Objective: To examine gene expression, molecular signaling and ligand-receptor interactions among different cell types during wound repair after focal ischemic stroke.

Methods: Ischemic stroke lesions were induced in young (2-4 months) and aged (>18 months) mice by injecting 1.5µl (27.4µg/µl) of the vasoconstrictor L-NIO (N5-(1-iminoethyl)-L-ornithine) into the striatum. Tissue sections were evaluated over a 0–14-day timeframe using immunohistochemistry (IHC) and single cell spatial transcriptomic (scST) using CosMx Spatial Molecular Imager. Bioinformatics and CellChat (v1.5) analyses were performed in R (v4.4) using Seurat package (v4).
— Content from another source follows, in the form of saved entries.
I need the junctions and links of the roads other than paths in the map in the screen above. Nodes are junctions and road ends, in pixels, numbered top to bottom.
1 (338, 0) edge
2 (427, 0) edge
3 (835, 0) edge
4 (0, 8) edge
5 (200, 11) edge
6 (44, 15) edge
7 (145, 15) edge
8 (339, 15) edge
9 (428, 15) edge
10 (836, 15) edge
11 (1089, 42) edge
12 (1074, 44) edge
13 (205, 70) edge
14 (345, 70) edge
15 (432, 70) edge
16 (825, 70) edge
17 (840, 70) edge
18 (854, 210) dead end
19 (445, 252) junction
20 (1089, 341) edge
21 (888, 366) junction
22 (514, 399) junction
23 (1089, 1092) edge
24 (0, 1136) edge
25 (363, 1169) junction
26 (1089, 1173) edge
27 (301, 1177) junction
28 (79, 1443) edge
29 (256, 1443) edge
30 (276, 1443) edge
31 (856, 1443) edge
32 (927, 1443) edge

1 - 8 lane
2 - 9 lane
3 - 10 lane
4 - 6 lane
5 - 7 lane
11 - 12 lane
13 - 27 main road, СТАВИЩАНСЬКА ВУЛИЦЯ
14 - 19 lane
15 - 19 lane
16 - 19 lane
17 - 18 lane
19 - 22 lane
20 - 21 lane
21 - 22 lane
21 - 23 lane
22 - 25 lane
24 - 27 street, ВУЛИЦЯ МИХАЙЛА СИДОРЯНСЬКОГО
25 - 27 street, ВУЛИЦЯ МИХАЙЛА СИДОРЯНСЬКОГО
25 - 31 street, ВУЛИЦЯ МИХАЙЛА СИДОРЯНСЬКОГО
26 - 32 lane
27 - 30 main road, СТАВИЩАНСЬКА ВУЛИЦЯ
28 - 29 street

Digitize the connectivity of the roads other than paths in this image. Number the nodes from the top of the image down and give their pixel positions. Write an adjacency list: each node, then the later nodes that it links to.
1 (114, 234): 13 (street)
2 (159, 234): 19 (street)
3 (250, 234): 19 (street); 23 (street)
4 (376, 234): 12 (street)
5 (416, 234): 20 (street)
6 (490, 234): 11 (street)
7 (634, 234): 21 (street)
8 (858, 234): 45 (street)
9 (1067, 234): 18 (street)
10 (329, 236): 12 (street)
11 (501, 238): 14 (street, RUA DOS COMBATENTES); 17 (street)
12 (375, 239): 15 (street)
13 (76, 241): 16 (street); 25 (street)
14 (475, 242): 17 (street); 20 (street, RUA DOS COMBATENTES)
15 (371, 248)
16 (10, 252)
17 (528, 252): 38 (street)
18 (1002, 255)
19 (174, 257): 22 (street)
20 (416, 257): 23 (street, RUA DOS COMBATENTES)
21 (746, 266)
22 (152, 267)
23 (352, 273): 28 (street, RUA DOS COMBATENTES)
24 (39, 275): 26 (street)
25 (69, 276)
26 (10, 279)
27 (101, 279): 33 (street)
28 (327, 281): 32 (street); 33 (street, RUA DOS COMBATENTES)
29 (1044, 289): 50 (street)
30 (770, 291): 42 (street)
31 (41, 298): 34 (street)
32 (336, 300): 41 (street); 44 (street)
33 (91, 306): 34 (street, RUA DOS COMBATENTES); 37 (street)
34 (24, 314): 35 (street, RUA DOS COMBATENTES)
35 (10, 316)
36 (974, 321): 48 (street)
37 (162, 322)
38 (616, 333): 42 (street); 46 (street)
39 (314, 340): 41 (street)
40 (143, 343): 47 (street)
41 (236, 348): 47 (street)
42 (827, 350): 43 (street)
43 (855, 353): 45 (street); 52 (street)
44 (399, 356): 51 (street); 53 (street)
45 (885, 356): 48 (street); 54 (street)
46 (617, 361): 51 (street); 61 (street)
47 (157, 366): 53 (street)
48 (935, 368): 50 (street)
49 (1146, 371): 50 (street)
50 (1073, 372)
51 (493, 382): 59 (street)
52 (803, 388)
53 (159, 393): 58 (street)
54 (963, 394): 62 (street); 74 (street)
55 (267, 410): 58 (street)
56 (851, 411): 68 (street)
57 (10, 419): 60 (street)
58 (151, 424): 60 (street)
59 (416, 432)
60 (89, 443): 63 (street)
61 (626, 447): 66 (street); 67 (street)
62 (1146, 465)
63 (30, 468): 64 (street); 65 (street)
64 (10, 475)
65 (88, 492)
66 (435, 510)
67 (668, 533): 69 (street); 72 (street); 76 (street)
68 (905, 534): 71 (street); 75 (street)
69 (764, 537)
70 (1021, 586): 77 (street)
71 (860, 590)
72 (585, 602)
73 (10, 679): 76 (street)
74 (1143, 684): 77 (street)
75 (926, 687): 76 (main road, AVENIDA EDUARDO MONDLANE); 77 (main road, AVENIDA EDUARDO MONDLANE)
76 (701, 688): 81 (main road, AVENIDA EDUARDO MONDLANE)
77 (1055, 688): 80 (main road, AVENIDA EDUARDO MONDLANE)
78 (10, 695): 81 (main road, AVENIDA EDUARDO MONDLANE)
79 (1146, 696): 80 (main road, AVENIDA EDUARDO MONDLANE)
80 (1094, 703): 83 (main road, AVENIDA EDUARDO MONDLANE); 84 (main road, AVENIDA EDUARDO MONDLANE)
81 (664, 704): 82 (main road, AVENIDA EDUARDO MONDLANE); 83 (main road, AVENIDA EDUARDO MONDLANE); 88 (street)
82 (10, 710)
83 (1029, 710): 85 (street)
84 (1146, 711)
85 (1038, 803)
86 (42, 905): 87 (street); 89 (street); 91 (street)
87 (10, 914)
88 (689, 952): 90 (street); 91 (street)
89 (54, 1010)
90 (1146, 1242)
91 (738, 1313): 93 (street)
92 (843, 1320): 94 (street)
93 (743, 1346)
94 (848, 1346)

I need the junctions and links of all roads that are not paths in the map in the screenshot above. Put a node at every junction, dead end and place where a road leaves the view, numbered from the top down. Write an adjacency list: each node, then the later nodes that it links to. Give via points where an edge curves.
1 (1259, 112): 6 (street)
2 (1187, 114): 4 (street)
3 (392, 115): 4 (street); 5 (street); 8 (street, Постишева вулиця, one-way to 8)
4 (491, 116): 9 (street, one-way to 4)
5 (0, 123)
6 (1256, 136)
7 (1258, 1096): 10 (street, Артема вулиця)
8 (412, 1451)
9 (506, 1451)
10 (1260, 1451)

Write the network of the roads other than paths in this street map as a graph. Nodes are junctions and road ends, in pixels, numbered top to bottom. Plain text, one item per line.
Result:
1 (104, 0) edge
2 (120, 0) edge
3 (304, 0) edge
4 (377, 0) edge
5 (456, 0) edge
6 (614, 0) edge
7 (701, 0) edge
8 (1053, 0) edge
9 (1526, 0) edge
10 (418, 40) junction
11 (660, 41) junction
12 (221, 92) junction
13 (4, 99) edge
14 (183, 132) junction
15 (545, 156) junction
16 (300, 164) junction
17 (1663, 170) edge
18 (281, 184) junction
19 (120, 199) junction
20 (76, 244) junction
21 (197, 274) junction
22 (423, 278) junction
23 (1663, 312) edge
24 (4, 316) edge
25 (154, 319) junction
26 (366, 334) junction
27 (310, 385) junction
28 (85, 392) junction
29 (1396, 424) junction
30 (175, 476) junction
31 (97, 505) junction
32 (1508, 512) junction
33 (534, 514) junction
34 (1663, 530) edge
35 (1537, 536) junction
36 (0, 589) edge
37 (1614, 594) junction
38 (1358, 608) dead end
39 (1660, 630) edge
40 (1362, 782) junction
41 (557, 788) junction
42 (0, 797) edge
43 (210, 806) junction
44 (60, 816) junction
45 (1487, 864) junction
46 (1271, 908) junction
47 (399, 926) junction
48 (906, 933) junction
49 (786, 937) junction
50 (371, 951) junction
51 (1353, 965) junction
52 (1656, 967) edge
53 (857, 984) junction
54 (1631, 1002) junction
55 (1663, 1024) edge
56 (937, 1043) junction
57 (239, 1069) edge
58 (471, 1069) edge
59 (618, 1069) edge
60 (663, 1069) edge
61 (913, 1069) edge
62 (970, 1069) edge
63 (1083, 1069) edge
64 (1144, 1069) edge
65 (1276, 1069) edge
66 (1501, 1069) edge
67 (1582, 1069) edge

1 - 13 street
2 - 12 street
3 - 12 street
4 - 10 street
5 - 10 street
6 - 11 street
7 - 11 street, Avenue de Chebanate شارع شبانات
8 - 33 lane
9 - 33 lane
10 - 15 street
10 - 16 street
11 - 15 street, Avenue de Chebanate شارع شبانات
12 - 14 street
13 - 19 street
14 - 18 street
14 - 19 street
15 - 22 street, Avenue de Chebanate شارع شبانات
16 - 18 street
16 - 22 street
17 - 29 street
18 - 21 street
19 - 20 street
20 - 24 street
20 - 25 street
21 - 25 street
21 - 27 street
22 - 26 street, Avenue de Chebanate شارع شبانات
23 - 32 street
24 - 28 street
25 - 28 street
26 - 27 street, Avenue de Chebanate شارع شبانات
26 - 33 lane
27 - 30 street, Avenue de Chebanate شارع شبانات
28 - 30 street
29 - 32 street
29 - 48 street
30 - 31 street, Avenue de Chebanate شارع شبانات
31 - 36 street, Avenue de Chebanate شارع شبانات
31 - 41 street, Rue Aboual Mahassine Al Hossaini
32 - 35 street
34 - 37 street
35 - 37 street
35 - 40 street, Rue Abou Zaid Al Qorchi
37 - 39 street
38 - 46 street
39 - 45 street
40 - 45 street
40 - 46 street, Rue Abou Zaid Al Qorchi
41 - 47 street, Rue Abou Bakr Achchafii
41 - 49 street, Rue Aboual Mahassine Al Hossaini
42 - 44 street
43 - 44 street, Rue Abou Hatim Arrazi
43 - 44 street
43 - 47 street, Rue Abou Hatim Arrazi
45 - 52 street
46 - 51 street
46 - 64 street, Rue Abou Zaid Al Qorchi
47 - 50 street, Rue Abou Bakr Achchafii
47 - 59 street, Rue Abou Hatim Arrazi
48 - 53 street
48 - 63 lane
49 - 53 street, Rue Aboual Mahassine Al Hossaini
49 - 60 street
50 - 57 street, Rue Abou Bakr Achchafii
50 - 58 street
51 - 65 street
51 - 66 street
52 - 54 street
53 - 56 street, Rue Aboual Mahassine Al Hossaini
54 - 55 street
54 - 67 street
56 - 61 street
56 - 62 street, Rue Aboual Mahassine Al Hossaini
Results: IHC and scST showed changes in many cells type during wound repair and neuroprotective astrocyte border formation around lesion cores between 3-14 days after stroke. UMAP analysis of 5- and 14-day samples identified cell clusters that were characterized as 11 unique cell types examined in this study. In both 5- and 14-day samples, astrocyte border and phagocytic microglia were present in stroke samples and essentially absent from controls. These differences persisted after stratifying by age. In both young and aged mice, ApoE and its receptors, Trem2+Tyrobp, were the most abundantly expressed ligand-receptor pair. ApoE was variably expressed by multiple cell types. Phagocytic microglia, macrophages, and microglia were the most prominent targets of ApoE signaling in both young and old mice. Additional ligand-receptor pairs and corresponding cell-cell interactions were also identified.

Conclusions: IHC and scST can identify cell-cell ligand-receptor interactions involved in wound repair after CNS ischemic stroke and can contribute to understanding molecular mechanisms potentially useful for developing targeted therapeutic strategies to improve outcomes.